## Work order
Each record must come back unchanged in your answer, stripped of its images.

## Records provided
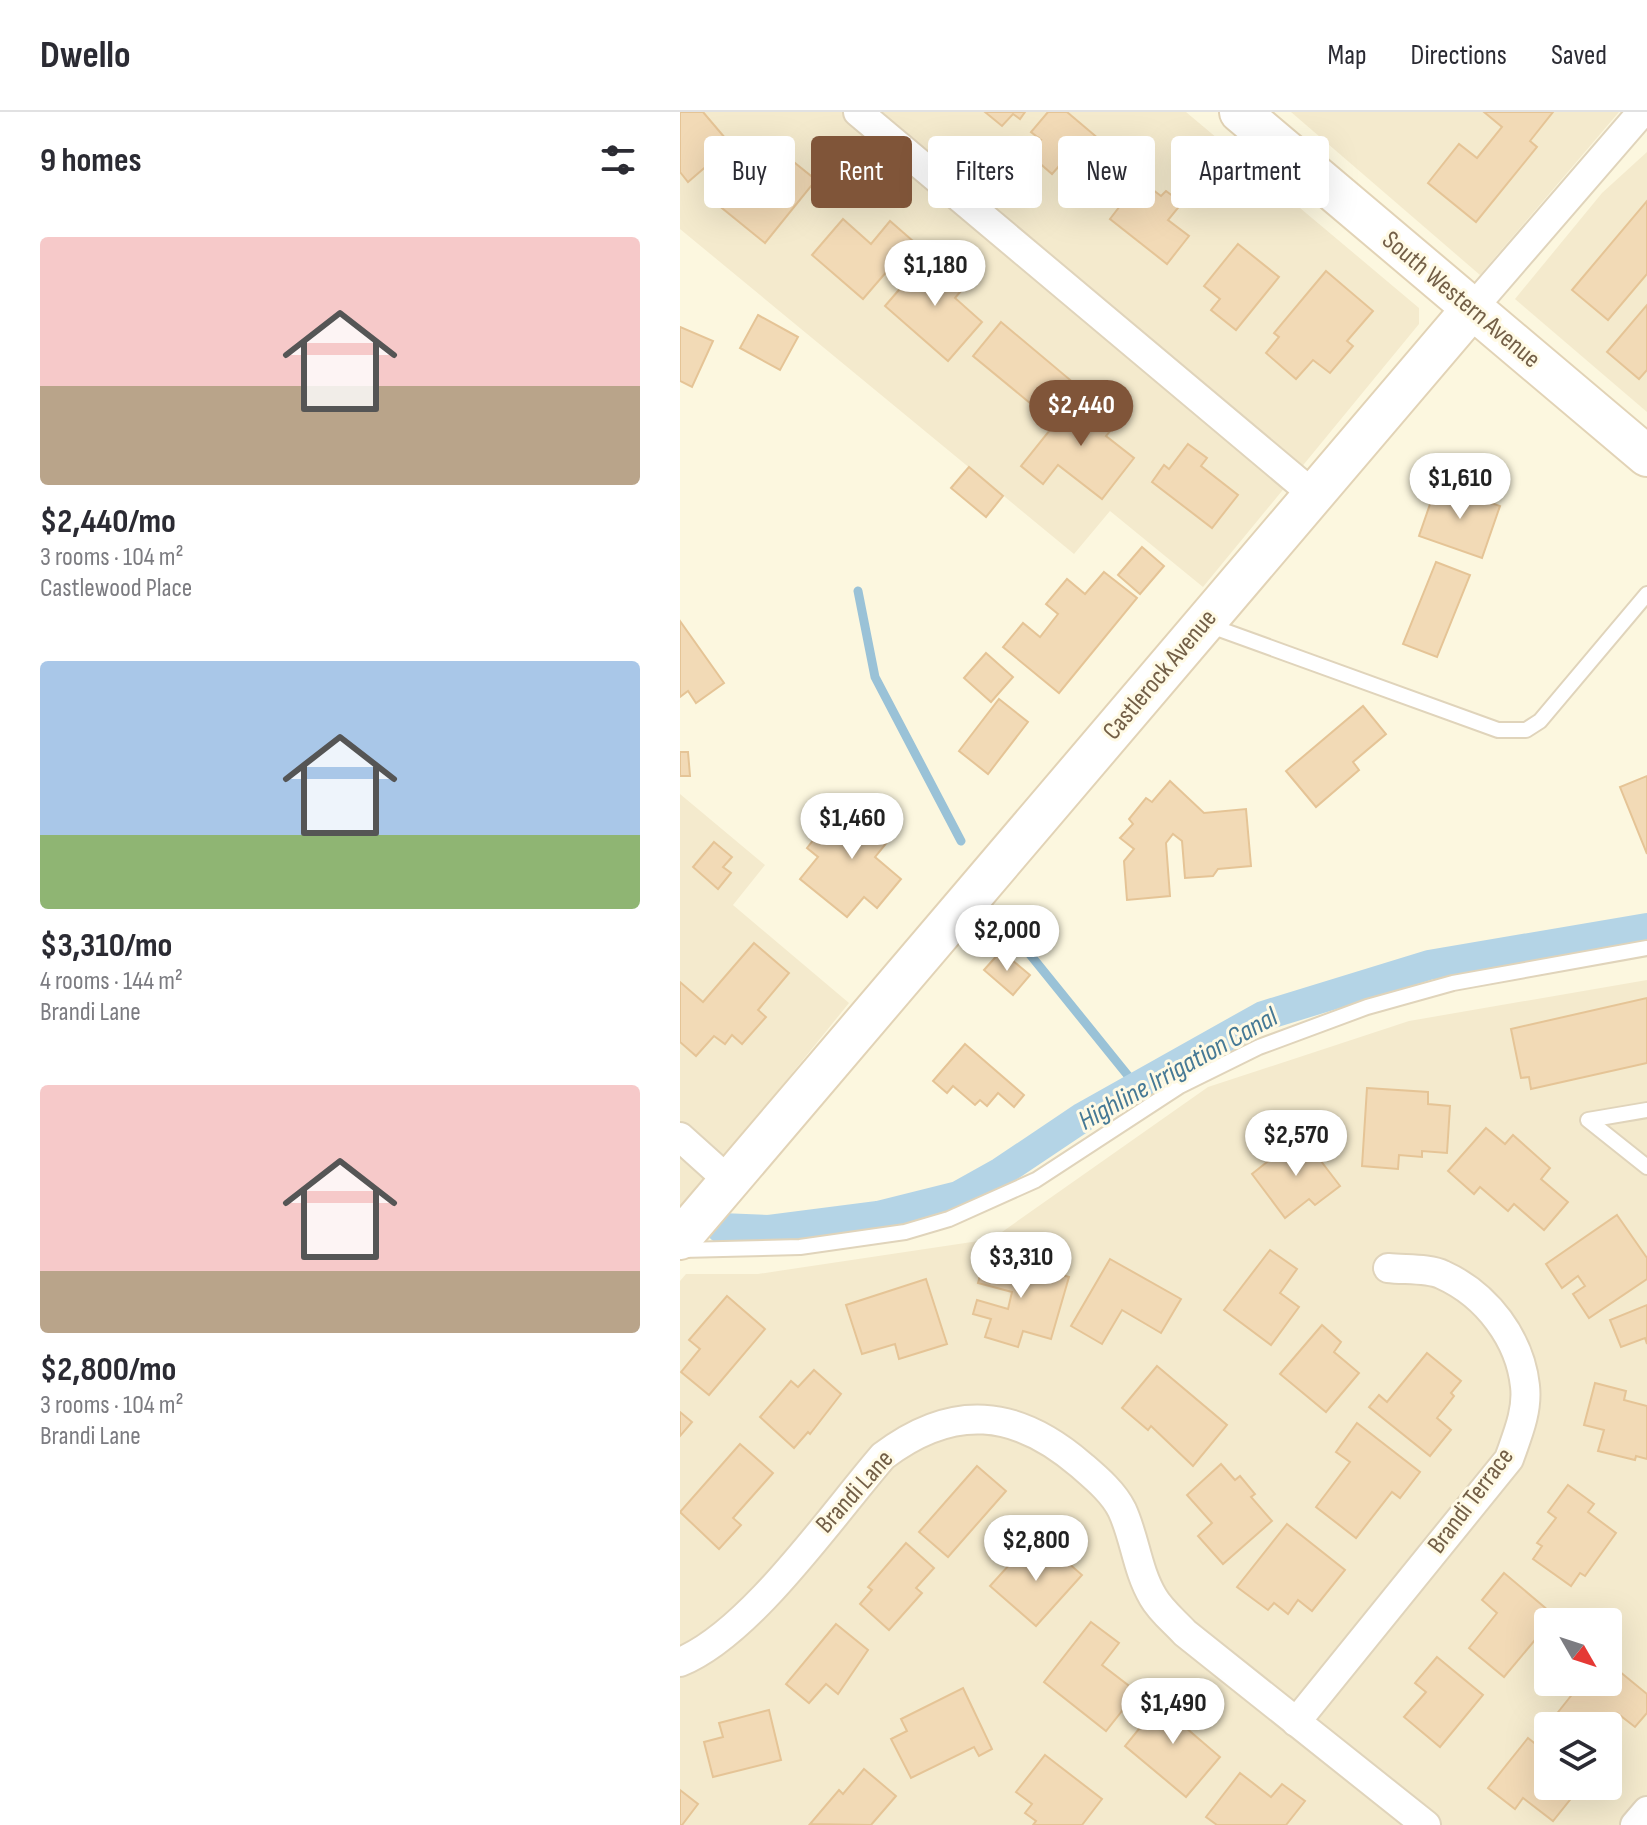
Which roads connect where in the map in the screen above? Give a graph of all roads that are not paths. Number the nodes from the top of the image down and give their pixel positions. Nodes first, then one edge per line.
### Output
1 (858, 112) edge
2 (1240, 112) edge
3 (1642, 112) edge
4 (1471, 310) junction
5 (1647, 456) edge
6 (1314, 495) junction
7 (1647, 594) edge
8 (1204, 624) junction
9 (1647, 948) edge
10 (1647, 1110) edge
11 (680, 1137) edge
12 (1647, 1167) edge
13 (729, 1181) junction
14 (680, 1239) edge
15 (680, 1250) edge
16 (1388, 1268) dead end
17 (680, 1662) edge
18 (1296, 1722) junction
19 (1647, 1811) edge
20 (1426, 1825) edge
21 (1635, 1825) edge

1 - 6 street
2 - 4 street, South Western Avenue
3 - 4 street, Castlerock Avenue
4 - 5 street, South Western Avenue
4 - 6 street, Castlerock Avenue
6 - 8 street, Castlerock Avenue
7 - 8 lane
8 - 13 street, Castlerock Avenue
9 - 15 lane
10 - 12 lane
11 - 13 street
13 - 14 street, Castlerock Avenue
16 - 18 street, Brandi Terrace
17 - 18 street, Brandi Lane
18 - 20 street, Brandi Lane
19 - 21 street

## Answer area
Which roads connect where in the map in the screen above? Give a graph of all roads that are not paths. Number the nodes from the top of the image down and give their pixel positions. Nodes first, then one edge per line.
### Output
1 (858, 112) edge
2 (1240, 112) edge
3 (1642, 112) edge
4 (1471, 310) junction
5 (1647, 456) edge
6 (1314, 495) junction
7 (1647, 594) edge
8 (1204, 624) junction
9 (1647, 948) edge
10 (1647, 1110) edge
11 (680, 1137) edge
12 (1647, 1167) edge
13 (729, 1181) junction
14 (680, 1239) edge
15 (680, 1250) edge
16 (1388, 1268) dead end
17 (680, 1662) edge
18 (1296, 1722) junction
19 (1647, 1811) edge
20 (1426, 1825) edge
21 (1635, 1825) edge

1 - 6 street
2 - 4 street, South Western Avenue
3 - 4 street, Castlerock Avenue
4 - 5 street, South Western Avenue
4 - 6 street, Castlerock Avenue
6 - 8 street, Castlerock Avenue
7 - 8 lane
8 - 13 street, Castlerock Avenue
9 - 15 lane
10 - 12 lane
11 - 13 street
13 - 14 street, Castlerock Avenue
16 - 18 street, Brandi Terrace
17 - 18 street, Brandi Lane
18 - 20 street, Brandi Lane
19 - 21 street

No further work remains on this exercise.